(Stored data entries)
━━━━━━━━━━━━━━━━━━━━
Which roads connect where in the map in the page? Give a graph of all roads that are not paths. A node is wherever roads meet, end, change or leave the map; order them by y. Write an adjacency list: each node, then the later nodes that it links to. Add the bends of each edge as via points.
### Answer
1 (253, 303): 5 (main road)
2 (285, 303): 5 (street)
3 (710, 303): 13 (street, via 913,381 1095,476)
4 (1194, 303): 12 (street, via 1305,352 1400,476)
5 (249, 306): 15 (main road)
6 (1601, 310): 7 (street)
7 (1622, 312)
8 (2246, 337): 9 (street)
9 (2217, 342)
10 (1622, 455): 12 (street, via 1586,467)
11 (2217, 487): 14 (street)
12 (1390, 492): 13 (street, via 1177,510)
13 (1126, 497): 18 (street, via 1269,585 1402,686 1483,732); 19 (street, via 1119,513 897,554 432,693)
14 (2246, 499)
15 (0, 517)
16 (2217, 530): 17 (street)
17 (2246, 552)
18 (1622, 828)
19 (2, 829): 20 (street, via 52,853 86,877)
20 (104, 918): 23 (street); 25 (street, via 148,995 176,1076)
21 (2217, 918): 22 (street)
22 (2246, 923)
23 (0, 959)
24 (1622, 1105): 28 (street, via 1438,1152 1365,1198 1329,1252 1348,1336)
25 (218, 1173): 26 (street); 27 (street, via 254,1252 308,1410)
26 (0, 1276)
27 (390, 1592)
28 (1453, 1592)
━━━━━━━━━━━━━━━━━━━━
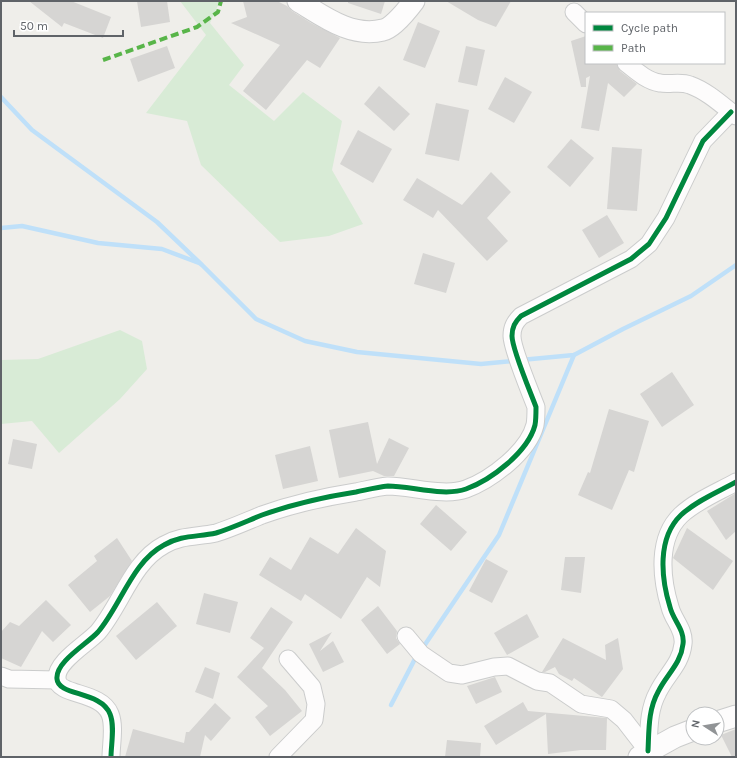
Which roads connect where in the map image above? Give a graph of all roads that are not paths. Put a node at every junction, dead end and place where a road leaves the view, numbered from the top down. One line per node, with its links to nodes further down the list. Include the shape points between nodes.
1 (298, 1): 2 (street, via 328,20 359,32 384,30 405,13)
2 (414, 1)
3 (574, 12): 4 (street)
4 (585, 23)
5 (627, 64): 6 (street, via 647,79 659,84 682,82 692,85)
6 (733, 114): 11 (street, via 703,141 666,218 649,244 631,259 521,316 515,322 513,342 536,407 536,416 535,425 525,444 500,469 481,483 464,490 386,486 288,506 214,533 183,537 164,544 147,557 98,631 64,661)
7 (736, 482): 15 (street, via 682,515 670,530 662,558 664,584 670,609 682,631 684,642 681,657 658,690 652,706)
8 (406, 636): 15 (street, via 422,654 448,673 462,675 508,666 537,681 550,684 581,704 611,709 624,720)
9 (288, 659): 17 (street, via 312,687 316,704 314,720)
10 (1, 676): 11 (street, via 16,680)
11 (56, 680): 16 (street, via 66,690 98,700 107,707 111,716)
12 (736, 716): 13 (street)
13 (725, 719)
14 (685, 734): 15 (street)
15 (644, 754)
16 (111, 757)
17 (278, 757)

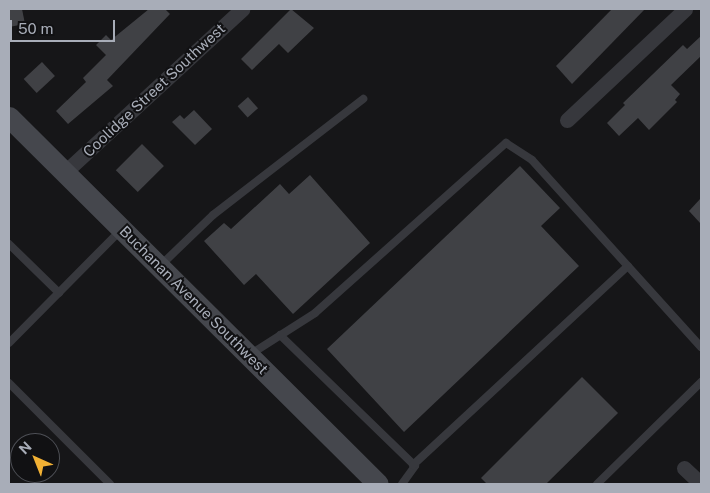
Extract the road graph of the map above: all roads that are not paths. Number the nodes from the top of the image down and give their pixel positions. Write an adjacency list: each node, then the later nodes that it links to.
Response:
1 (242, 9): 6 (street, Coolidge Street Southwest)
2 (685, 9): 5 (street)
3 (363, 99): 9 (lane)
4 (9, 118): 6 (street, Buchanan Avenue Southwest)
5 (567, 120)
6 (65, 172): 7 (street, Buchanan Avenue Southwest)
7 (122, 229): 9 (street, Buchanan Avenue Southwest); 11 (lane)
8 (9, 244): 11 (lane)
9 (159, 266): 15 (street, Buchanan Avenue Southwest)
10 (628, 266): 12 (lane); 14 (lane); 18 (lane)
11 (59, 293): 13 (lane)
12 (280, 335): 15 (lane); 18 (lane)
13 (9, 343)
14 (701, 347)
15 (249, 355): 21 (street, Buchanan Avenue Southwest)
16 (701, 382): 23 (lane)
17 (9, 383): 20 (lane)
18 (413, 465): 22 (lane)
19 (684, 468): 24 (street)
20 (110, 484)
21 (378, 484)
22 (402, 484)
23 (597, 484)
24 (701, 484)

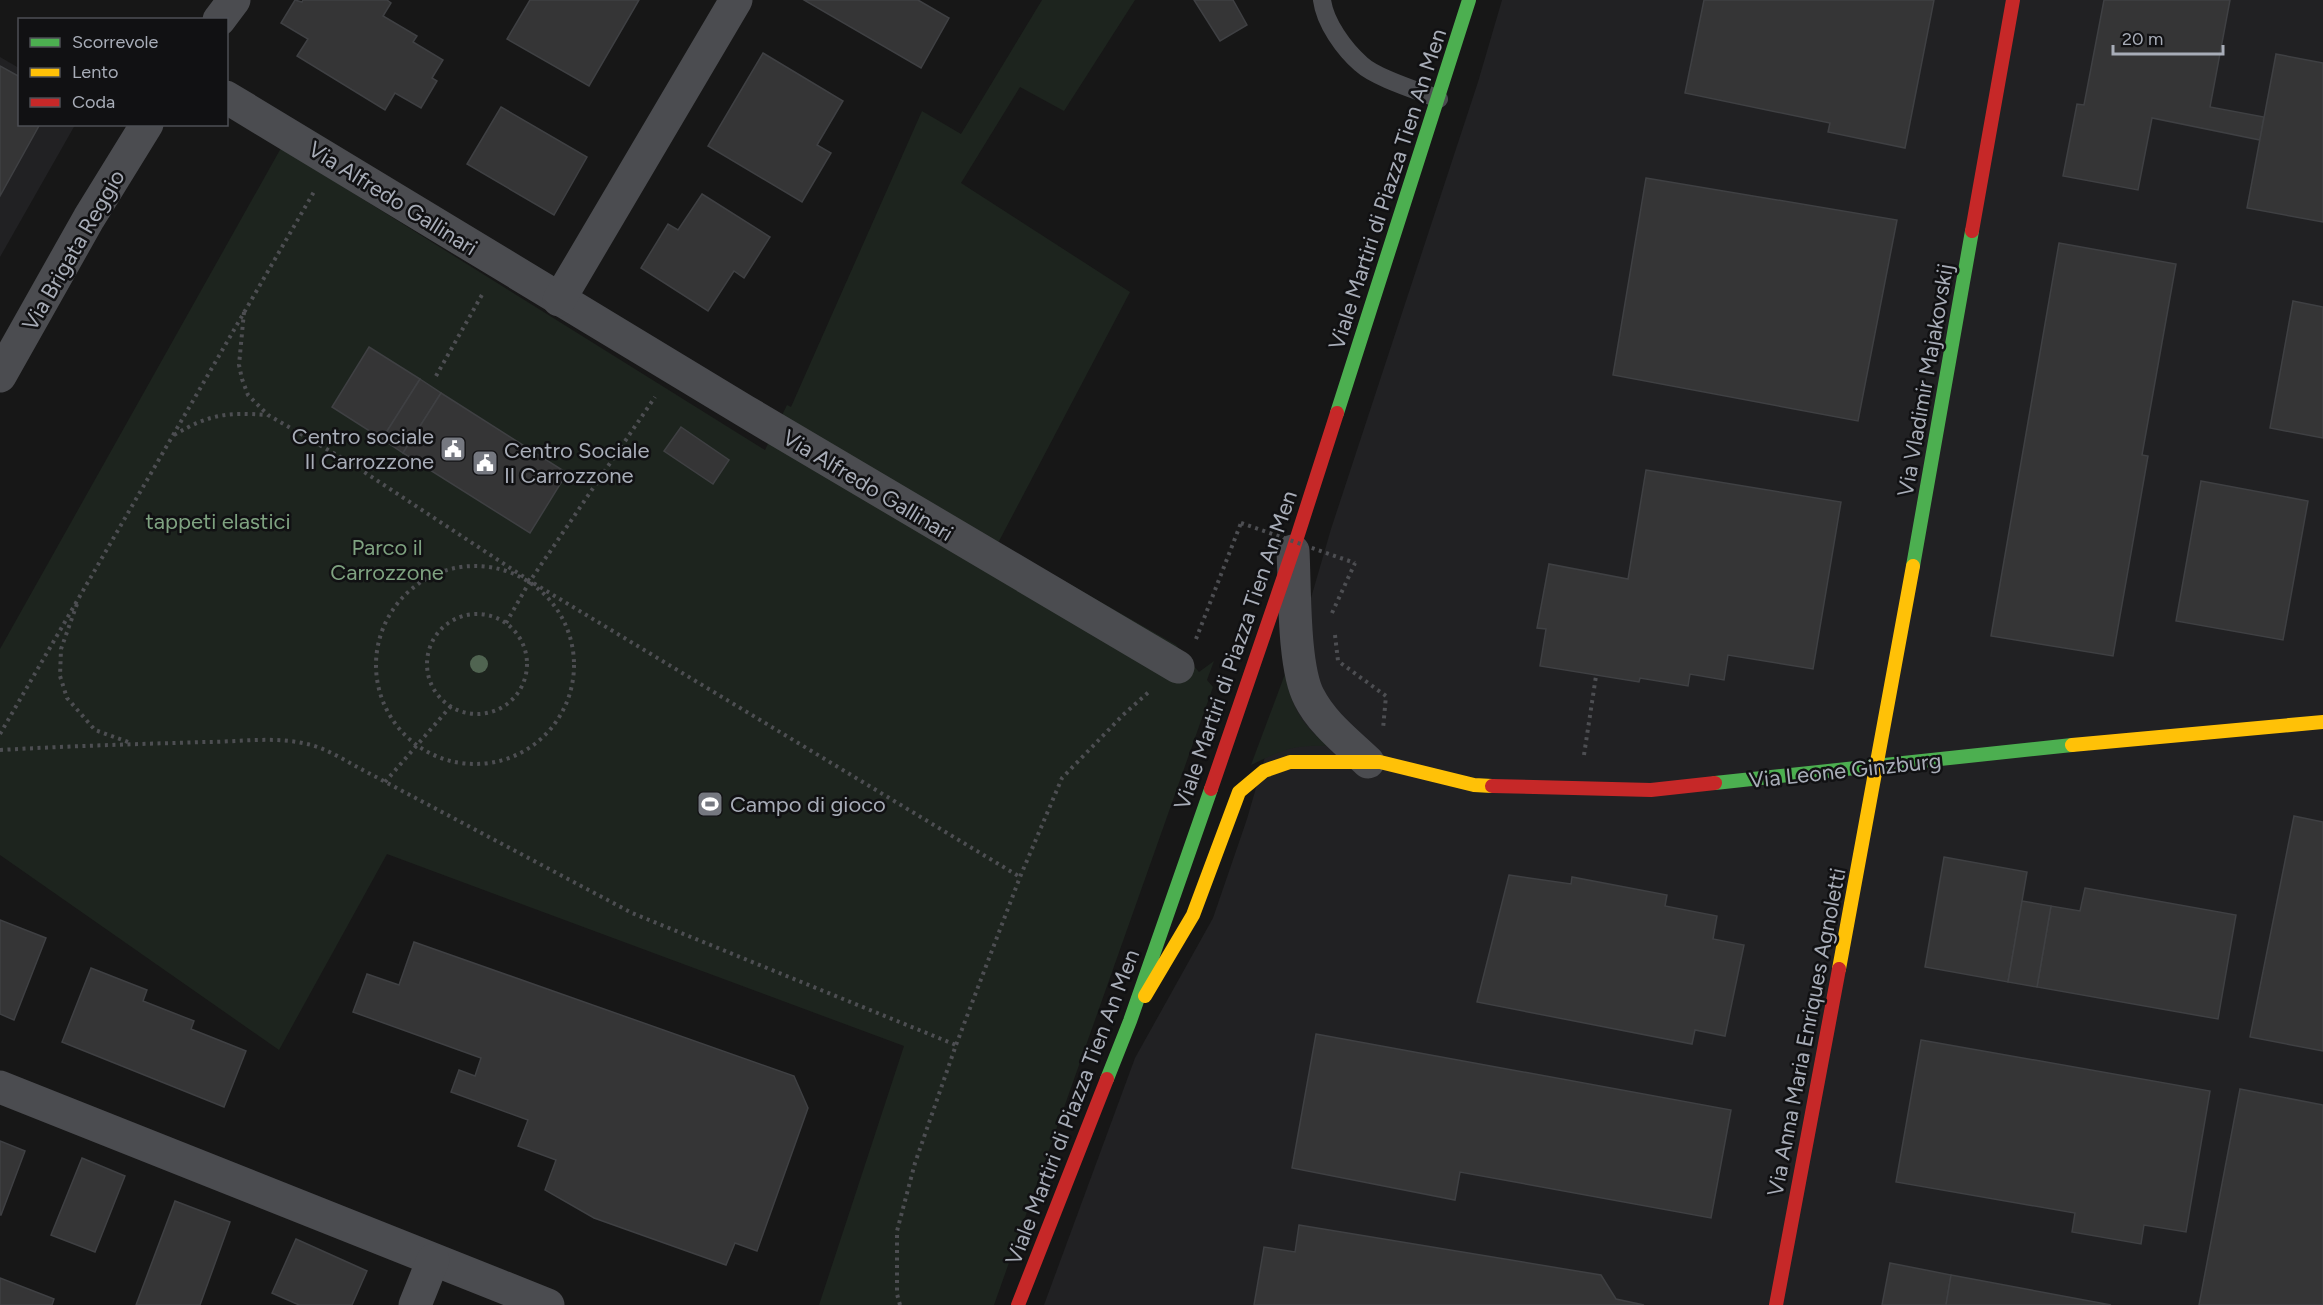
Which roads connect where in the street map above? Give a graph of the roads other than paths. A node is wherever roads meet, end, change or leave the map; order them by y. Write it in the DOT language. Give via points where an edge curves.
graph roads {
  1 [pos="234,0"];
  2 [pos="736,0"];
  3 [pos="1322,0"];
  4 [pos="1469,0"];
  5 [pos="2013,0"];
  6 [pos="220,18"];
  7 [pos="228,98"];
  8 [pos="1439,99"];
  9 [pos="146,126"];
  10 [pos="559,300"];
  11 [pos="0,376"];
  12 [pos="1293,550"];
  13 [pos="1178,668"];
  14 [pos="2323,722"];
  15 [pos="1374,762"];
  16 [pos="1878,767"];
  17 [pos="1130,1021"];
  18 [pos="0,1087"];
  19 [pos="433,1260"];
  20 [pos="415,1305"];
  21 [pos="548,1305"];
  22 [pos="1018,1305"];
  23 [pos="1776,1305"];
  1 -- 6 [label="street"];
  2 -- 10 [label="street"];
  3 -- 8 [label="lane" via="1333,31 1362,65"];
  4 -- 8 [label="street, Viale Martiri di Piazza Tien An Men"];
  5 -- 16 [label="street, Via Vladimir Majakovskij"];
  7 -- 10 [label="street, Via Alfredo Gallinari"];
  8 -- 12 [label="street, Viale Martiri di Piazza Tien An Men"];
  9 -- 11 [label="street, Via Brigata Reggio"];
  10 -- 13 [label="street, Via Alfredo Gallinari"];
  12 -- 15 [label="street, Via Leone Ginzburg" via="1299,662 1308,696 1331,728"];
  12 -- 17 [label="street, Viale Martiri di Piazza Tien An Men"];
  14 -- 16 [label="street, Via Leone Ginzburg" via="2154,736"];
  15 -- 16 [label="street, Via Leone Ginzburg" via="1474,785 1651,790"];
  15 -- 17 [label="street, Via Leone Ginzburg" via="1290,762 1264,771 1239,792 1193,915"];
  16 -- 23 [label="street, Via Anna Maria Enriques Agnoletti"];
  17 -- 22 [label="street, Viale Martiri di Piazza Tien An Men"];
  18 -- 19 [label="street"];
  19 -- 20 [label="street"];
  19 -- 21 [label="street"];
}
━━━━━━━━━━━━━━━━━━━━
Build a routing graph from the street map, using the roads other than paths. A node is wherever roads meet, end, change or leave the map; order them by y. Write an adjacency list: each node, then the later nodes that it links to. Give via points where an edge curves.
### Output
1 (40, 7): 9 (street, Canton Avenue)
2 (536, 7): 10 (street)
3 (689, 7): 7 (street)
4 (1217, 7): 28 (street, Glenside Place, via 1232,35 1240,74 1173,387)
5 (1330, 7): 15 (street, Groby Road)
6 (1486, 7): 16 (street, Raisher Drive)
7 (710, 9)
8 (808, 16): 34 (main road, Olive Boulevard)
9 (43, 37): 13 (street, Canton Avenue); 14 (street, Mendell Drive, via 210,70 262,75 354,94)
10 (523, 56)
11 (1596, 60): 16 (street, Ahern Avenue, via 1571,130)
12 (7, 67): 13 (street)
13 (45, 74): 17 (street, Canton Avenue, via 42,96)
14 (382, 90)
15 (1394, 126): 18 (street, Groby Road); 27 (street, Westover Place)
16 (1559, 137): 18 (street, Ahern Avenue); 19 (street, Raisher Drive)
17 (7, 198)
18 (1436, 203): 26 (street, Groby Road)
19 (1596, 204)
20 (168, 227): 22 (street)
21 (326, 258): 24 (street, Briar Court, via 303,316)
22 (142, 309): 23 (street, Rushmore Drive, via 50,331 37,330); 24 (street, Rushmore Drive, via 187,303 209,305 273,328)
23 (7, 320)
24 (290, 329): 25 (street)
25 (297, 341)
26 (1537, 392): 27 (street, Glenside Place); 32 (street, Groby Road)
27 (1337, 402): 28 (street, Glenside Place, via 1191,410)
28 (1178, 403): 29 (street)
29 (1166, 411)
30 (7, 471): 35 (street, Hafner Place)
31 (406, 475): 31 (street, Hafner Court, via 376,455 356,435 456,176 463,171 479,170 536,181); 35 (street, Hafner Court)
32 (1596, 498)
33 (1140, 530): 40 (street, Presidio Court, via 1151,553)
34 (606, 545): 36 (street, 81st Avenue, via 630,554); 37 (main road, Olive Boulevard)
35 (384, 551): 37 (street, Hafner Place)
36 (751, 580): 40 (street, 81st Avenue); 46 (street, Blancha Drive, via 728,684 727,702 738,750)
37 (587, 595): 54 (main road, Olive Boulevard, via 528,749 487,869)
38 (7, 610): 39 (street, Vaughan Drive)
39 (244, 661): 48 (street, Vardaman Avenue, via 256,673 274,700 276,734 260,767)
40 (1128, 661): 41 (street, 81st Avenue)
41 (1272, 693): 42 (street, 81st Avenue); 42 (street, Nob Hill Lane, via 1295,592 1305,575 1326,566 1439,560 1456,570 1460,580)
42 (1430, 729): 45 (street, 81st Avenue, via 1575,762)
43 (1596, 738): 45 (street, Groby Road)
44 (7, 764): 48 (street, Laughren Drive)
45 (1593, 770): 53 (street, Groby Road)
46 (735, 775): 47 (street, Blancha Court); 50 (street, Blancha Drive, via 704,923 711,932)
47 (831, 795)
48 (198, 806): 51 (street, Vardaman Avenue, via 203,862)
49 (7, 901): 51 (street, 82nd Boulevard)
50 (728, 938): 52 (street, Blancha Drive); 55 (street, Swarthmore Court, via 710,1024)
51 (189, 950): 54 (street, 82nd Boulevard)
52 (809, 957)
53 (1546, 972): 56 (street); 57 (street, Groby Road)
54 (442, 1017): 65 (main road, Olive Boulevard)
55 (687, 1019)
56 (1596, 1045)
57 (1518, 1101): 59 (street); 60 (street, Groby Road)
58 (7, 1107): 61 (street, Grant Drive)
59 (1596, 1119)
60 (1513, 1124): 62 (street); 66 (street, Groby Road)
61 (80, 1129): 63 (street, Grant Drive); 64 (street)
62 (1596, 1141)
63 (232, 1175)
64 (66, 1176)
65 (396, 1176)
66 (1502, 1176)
━━━━━━━━━━━━━━━━━━━━
What you need to do
How many lines of these records include the word "adjacency"? Only the number should be written.

Solution to this task
3